• **TASK BRIEF**:
Examine each line of the data. Copy the line if it includes the word "from".

....

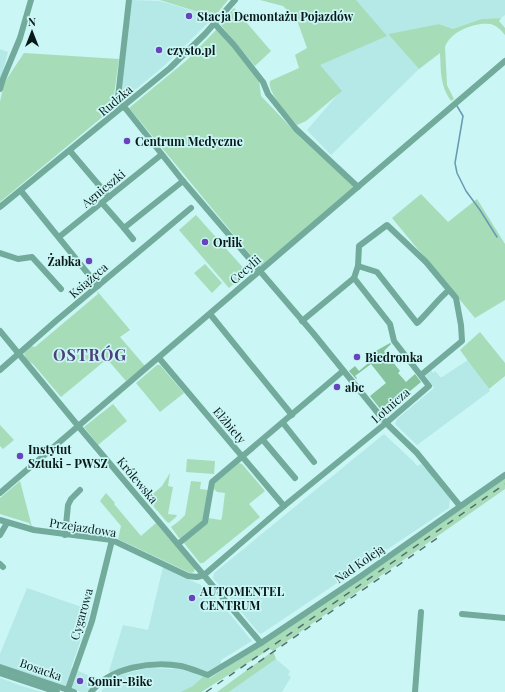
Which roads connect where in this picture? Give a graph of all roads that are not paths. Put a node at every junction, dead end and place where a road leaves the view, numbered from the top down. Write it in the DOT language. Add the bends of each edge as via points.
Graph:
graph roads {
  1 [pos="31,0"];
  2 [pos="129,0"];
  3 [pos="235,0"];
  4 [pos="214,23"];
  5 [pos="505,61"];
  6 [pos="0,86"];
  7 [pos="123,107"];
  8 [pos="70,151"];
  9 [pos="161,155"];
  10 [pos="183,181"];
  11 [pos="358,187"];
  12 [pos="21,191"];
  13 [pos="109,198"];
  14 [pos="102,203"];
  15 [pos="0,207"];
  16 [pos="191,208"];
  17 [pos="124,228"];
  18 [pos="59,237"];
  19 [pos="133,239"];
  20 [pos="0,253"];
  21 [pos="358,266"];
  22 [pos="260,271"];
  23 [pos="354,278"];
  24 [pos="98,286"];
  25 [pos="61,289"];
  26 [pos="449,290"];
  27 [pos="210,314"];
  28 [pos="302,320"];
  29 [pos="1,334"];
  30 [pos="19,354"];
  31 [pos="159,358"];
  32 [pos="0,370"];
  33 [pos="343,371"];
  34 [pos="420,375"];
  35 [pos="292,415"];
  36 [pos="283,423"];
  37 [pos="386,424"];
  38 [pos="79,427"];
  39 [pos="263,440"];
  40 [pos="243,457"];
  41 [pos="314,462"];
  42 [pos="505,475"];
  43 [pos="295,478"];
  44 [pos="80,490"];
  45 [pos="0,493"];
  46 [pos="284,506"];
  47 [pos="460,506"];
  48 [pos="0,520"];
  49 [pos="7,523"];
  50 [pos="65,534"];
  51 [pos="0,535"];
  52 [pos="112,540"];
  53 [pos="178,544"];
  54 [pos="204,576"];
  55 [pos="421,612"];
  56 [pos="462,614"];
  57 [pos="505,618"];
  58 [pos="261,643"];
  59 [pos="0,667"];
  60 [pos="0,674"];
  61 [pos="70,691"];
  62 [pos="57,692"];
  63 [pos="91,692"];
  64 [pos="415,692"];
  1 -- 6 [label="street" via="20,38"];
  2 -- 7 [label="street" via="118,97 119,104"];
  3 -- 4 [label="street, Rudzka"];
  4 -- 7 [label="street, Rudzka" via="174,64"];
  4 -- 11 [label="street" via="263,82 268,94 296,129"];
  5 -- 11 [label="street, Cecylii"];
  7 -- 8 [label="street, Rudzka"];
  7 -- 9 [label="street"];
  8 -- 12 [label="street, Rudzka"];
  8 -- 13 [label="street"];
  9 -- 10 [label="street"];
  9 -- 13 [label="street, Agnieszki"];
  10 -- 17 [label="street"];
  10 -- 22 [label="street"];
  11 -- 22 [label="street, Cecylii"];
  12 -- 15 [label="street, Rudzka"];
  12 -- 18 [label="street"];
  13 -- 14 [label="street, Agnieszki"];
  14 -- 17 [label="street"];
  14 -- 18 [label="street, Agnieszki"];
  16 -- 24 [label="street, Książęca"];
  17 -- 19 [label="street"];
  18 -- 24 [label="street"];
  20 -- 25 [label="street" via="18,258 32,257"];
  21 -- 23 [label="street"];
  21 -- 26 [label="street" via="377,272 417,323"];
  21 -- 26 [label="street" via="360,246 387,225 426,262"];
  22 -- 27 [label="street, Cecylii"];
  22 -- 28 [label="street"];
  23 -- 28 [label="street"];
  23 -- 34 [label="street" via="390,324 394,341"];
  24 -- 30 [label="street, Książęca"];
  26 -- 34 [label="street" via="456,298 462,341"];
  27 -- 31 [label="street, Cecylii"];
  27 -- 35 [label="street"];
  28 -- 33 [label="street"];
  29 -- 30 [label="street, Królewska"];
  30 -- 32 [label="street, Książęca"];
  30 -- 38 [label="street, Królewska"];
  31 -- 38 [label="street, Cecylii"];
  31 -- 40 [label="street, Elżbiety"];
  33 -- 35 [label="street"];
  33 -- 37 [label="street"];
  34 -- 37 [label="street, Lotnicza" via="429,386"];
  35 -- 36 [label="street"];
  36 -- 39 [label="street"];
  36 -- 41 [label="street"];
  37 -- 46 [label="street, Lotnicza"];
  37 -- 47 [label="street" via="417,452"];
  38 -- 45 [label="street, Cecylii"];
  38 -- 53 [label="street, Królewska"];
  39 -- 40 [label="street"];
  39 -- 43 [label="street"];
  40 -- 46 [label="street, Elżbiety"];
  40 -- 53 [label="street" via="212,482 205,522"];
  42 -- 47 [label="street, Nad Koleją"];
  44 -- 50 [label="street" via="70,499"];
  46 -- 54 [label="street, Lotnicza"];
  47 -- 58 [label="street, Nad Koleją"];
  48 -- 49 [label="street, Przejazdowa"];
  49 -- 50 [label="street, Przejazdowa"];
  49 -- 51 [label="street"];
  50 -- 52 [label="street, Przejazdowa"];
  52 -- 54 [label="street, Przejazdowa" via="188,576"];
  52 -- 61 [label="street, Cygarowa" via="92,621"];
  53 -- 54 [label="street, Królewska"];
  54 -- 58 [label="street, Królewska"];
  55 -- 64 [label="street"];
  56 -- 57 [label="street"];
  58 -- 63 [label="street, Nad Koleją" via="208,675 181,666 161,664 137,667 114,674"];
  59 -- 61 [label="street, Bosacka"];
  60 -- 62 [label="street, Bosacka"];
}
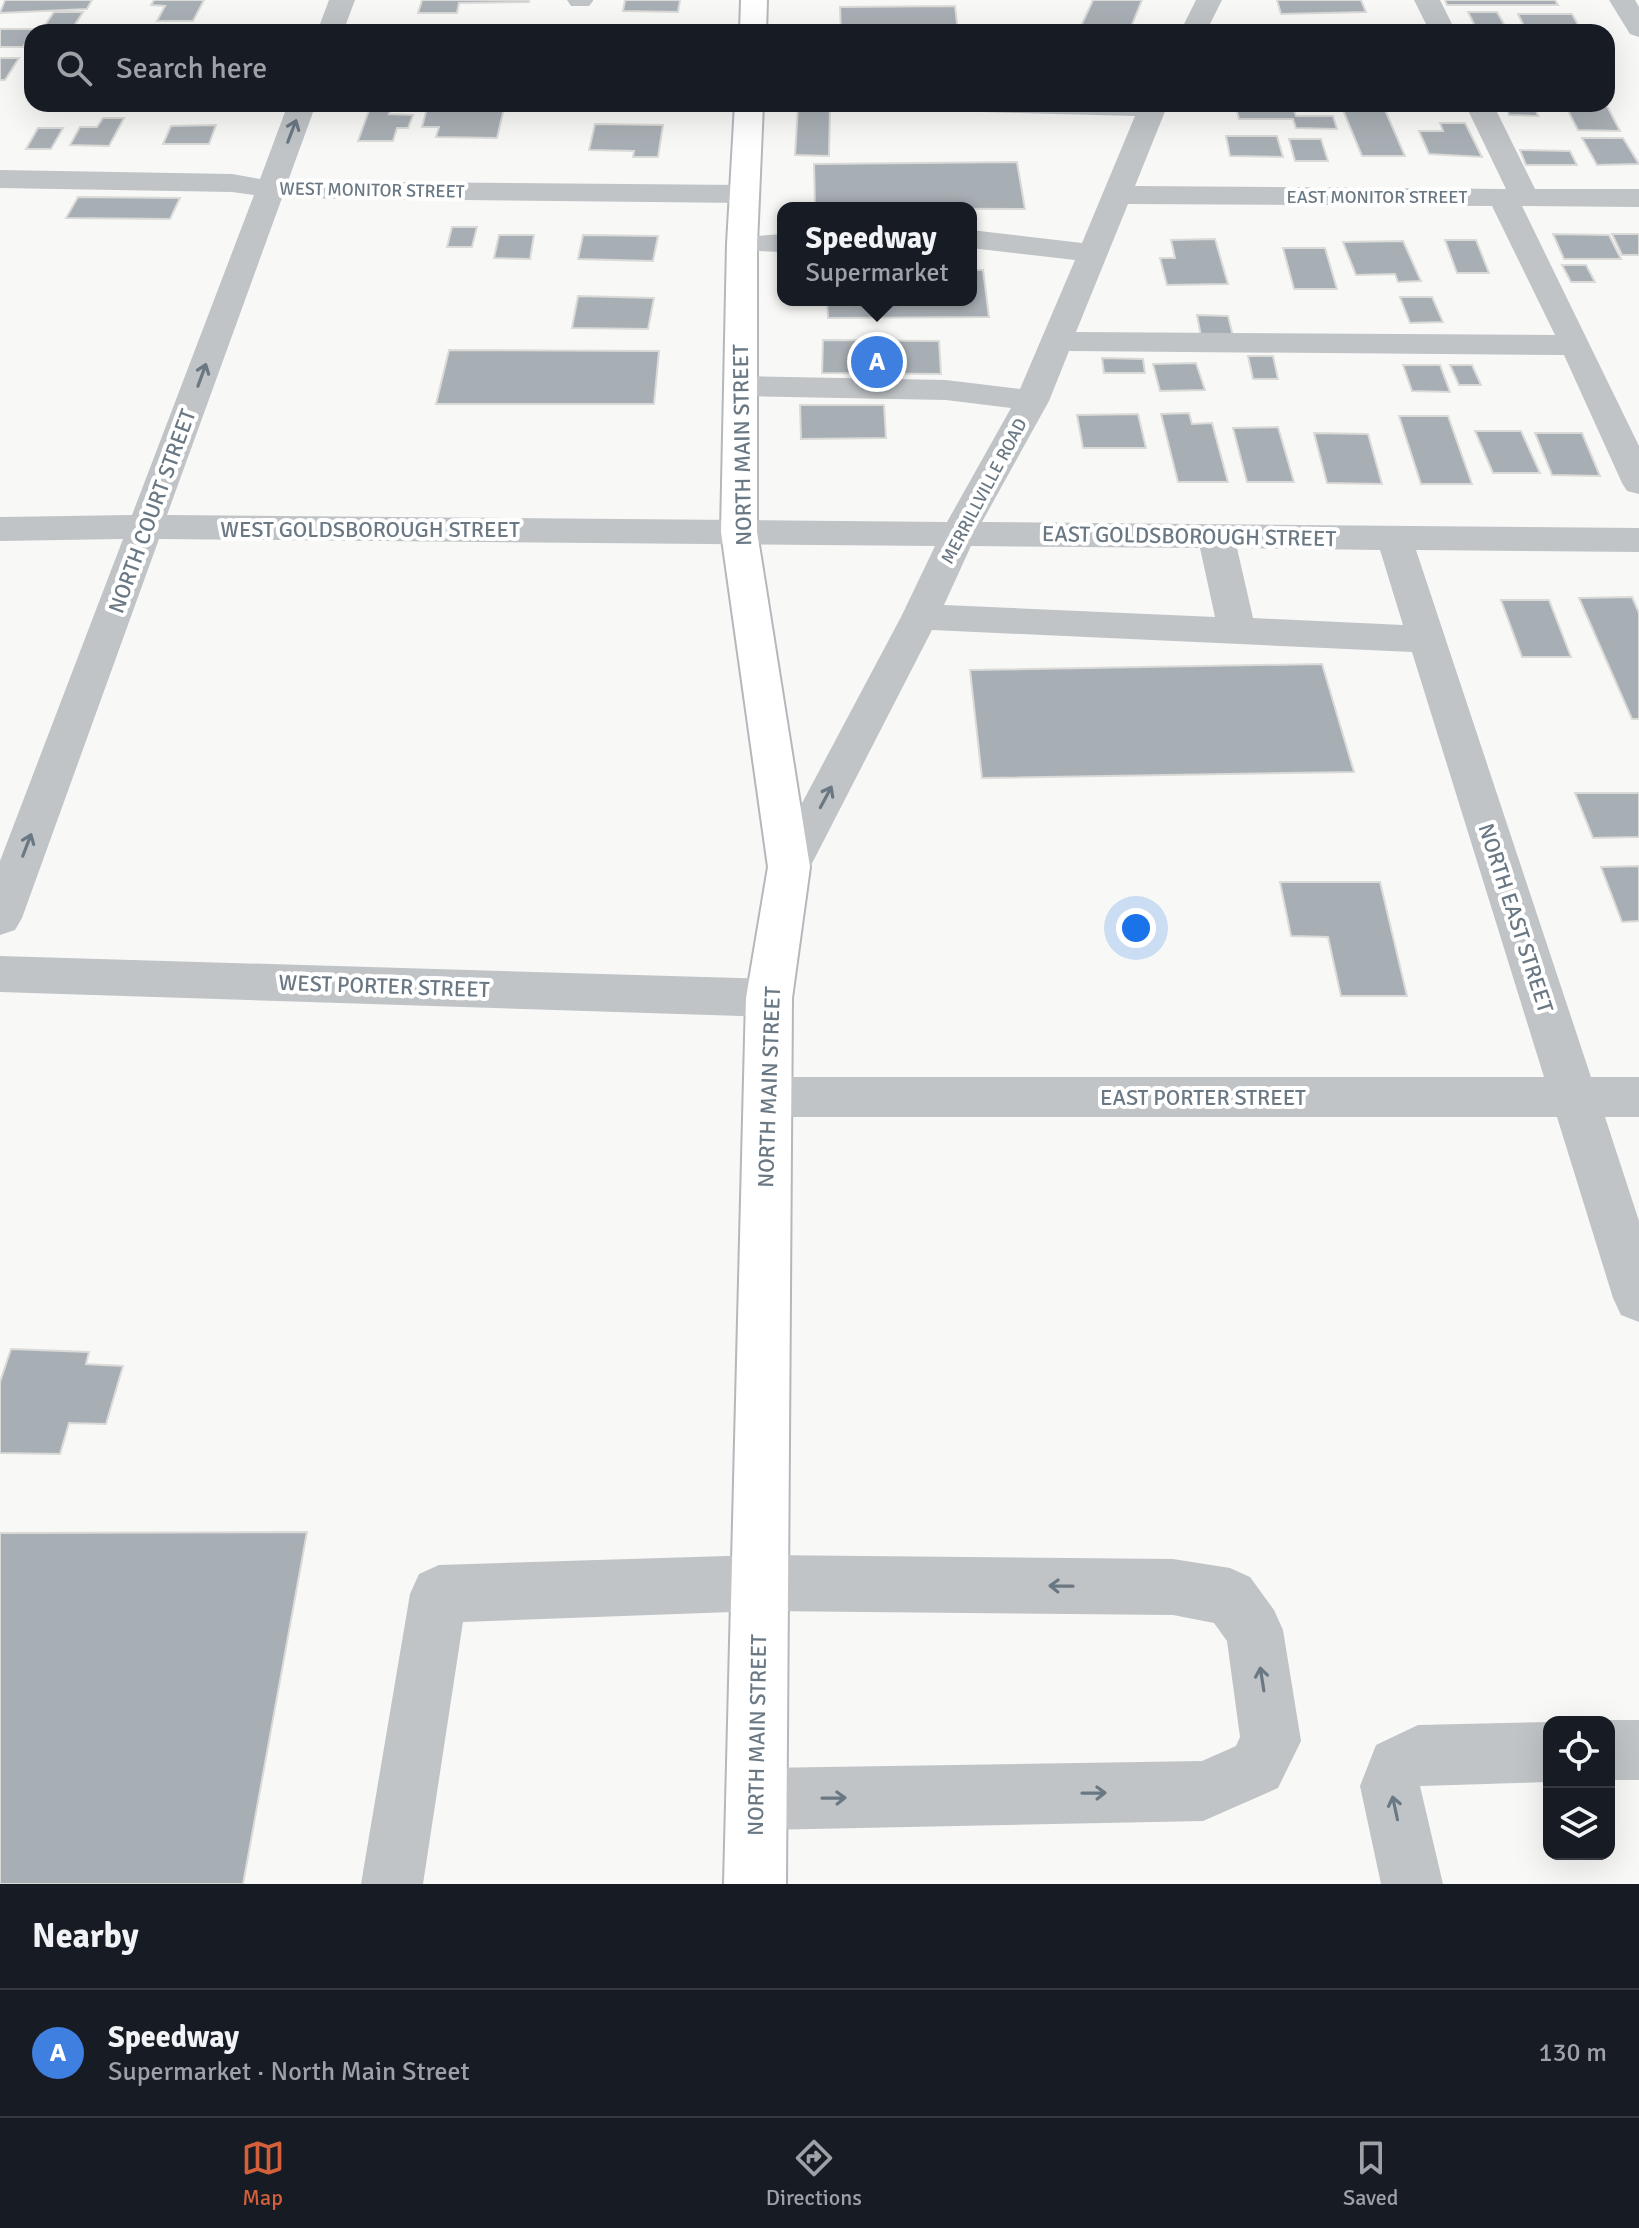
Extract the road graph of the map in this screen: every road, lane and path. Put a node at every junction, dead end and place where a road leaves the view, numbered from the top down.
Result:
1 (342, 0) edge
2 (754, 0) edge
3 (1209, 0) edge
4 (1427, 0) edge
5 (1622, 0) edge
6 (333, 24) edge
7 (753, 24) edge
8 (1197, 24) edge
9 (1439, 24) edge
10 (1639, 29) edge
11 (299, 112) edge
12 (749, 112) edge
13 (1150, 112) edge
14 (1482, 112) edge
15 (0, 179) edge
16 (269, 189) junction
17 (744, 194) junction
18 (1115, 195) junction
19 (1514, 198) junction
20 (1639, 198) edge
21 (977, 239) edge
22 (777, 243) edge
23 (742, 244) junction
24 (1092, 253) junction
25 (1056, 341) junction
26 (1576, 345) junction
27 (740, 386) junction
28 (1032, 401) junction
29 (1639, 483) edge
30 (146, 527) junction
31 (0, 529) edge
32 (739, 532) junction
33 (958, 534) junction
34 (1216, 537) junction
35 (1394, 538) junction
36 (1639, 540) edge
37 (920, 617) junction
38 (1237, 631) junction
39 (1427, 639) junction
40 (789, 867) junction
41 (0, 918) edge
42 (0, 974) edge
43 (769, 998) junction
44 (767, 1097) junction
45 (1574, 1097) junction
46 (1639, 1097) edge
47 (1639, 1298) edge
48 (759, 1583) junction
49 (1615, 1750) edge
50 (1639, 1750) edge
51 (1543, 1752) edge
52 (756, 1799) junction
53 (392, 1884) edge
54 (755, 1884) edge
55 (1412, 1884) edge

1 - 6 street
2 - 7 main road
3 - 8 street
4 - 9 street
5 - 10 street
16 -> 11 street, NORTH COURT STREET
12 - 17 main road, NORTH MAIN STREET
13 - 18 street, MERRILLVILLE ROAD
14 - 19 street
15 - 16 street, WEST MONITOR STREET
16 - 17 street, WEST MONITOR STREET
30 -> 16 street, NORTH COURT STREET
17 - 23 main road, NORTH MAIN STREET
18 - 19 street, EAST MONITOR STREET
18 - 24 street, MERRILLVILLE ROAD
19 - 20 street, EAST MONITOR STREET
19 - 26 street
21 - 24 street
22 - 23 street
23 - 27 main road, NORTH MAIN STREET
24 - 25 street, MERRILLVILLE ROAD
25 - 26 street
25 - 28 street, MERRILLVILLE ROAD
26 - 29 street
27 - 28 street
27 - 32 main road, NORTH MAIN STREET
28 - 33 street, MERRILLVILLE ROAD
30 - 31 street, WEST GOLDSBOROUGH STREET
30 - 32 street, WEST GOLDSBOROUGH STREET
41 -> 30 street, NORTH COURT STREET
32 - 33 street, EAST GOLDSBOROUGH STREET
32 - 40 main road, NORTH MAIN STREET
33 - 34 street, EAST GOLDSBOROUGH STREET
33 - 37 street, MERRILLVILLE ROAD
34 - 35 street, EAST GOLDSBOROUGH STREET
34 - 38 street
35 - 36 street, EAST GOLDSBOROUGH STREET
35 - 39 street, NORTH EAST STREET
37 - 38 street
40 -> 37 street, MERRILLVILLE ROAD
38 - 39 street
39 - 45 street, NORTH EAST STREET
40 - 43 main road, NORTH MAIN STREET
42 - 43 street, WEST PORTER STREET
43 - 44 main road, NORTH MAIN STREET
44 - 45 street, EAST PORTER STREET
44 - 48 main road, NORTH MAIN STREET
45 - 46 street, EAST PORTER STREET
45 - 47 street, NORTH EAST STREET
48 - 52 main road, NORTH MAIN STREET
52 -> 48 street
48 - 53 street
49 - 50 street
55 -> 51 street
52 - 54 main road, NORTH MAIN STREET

....

• **ANSWER SPACE**:
Which roads connect where in this picture? Give a graph of all roads that are not paths. Put a node at every junction, dead end and place where a road leaves the view, numbered from the top down. Write it in the DOT language. Add the bends of each edge as via points.
Extract the road graph of the map in this screen: every road, lane and path. Put a node at every junction, dead end and place where a road leaves the view, numbered from the top down.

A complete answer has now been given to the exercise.